Try it → Please repeat the records exactly from their first line, finishing at the line containing "content:''; display:block; margin:auto;" and including it.

Extracted records →
::::::::::

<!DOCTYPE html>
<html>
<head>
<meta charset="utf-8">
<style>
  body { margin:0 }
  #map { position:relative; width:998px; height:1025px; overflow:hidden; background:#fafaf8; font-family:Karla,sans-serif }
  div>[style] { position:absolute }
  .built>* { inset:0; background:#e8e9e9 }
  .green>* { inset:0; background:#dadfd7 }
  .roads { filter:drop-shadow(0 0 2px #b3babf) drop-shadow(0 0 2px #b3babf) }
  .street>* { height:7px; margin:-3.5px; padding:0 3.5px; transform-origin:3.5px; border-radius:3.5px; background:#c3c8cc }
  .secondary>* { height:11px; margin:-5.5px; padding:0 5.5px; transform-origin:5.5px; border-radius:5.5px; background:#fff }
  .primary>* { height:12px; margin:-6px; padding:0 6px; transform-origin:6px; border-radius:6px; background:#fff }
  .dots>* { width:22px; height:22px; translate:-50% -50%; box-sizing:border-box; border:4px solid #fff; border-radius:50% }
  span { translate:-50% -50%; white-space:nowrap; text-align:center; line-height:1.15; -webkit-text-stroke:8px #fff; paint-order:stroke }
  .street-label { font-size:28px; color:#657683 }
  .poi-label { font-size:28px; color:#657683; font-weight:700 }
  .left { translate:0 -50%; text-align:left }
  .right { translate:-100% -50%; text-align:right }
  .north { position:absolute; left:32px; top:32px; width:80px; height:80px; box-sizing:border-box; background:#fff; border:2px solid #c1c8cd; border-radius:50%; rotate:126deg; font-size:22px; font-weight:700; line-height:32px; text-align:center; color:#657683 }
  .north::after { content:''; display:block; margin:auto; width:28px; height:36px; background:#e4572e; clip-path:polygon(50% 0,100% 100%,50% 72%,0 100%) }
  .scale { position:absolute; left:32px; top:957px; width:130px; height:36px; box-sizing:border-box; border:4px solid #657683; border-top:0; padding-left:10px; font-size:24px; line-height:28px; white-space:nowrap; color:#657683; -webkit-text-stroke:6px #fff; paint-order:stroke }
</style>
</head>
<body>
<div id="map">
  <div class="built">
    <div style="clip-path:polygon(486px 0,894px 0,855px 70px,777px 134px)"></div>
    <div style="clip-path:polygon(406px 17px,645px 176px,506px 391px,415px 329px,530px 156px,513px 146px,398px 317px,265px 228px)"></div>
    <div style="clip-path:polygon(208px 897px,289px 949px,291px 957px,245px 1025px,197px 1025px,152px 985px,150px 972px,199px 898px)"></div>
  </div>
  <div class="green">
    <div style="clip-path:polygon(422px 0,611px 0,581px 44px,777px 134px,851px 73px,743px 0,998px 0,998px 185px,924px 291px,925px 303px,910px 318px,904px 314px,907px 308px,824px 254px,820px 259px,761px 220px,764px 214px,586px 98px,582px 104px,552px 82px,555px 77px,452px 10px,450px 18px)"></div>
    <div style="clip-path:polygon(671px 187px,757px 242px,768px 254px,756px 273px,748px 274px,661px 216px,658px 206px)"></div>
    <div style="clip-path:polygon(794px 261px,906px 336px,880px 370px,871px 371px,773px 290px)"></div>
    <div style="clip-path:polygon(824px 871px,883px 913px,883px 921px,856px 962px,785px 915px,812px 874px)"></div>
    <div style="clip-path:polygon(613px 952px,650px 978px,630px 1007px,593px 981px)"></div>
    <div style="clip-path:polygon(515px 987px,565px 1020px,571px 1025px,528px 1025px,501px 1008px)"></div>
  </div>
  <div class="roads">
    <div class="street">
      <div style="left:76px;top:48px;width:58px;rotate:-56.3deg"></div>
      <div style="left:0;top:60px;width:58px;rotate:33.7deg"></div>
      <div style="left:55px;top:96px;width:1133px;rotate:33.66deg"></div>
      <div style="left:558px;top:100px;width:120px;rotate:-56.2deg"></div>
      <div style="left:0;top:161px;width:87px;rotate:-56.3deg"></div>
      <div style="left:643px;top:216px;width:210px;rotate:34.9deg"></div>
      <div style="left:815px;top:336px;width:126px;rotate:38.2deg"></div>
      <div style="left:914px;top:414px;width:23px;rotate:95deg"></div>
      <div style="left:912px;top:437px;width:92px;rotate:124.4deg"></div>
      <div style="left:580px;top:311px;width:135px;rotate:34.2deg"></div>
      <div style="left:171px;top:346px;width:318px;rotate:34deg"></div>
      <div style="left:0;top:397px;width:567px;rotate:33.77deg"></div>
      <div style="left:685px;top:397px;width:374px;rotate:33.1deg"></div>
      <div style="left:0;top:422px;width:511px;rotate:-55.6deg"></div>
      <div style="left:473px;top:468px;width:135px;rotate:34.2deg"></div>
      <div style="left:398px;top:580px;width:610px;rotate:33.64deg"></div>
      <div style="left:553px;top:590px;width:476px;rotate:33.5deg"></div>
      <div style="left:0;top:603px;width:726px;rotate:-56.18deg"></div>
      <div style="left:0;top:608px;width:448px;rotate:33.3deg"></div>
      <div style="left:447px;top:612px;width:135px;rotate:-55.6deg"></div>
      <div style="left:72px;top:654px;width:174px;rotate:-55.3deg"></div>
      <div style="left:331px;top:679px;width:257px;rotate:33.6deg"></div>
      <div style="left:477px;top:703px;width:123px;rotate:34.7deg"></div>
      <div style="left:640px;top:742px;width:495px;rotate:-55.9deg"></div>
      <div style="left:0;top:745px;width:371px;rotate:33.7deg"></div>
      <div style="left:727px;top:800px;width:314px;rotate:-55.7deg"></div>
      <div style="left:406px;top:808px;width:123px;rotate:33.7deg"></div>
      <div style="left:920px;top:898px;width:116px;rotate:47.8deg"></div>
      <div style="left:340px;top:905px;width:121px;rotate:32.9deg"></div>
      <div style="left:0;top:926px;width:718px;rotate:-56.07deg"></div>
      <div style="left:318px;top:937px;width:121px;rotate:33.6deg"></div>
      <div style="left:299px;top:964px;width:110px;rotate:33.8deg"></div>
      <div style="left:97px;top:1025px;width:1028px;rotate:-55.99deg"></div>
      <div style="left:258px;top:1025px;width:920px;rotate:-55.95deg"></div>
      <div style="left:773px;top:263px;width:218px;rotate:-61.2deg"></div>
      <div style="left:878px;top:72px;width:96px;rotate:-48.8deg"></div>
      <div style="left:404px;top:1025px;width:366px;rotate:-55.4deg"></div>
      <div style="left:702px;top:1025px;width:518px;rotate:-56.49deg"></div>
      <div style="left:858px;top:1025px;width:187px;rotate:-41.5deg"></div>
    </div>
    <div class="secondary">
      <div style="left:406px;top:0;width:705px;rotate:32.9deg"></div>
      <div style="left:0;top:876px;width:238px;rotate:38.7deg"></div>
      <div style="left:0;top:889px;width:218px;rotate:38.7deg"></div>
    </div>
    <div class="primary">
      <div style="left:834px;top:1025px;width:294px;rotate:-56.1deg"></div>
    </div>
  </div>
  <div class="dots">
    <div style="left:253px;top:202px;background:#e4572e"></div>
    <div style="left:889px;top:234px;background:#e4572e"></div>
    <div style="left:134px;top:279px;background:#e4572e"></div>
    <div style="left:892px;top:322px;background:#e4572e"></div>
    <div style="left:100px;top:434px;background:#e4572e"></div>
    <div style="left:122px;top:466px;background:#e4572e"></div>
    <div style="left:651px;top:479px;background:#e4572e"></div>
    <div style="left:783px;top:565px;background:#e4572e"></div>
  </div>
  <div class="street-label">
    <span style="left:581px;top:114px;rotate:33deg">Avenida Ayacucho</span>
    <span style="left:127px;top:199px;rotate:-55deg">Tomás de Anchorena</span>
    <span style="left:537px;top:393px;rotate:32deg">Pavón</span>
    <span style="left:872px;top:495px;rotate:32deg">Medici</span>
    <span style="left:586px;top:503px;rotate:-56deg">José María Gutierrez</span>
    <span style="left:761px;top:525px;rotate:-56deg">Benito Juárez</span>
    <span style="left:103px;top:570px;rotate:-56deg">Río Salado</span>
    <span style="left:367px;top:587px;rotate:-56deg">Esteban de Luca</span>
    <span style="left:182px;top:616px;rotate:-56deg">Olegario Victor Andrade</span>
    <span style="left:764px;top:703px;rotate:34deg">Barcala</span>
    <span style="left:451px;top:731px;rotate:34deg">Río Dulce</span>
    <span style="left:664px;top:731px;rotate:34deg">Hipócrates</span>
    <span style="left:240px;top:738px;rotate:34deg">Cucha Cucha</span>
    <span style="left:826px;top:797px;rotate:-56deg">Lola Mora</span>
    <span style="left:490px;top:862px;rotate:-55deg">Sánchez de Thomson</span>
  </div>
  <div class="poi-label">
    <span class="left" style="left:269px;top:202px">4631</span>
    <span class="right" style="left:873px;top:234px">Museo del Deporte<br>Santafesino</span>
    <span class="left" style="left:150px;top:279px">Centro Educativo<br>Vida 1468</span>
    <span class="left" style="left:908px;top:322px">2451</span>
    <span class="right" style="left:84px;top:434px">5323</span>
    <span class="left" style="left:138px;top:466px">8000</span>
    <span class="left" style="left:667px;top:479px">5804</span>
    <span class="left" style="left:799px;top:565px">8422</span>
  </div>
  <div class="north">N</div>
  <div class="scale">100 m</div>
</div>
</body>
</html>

::::::::::

Written response →
<!DOCTYPE html>
<html>
<head>
<meta charset="utf-8">
<style>
  body { margin:0 }
  #map { position:relative; width:998px; height:1025px; overflow:hidden; background:#fafaf8; font-family:Karla,sans-serif }
  div>[style] { position:absolute }
  .built>* { inset:0; background:#e8e9e9 }
  .green>* { inset:0; background:#dadfd7 }
  .roads { filter:drop-shadow(0 0 2px #b3babf) drop-shadow(0 0 2px #b3babf) }
  .street>* { height:7px; margin:-3.5px; padding:0 3.5px; transform-origin:3.5px; border-radius:3.5px; background:#c3c8cc }
  .secondary>* { height:11px; margin:-5.5px; padding:0 5.5px; transform-origin:5.5px; border-radius:5.5px; background:#fff }
  .primary>* { height:12px; margin:-6px; padding:0 6px; transform-origin:6px; border-radius:6px; background:#fff }
  .dots>* { width:22px; height:22px; translate:-50% -50%; box-sizing:border-box; border:4px solid #fff; border-radius:50% }
  span { translate:-50% -50%; white-space:nowrap; text-align:center; line-height:1.15; -webkit-text-stroke:8px #fff; paint-order:stroke }
  .street-label { font-size:28px; color:#657683 }
  .poi-label { font-size:28px; color:#657683; font-weight:700 }
  .left { translate:0 -50%; text-align:left }
  .right { translate:-100% -50%; text-align:right }
  .north { position:absolute; left:32px; top:32px; width:80px; height:80px; box-sizing:border-box; background:#fff; border:2px solid #c1c8cd; border-radius:50%; rotate:126deg; font-size:22px; font-weight:700; line-height:32px; text-align:center; color:#657683 }
  .north::after { content:''; display:block; margin:auto; width:28px; height:36px; background:#e4572e; clip-path:polygon(50% 0,100% 100%,50% 72%,0 100%) }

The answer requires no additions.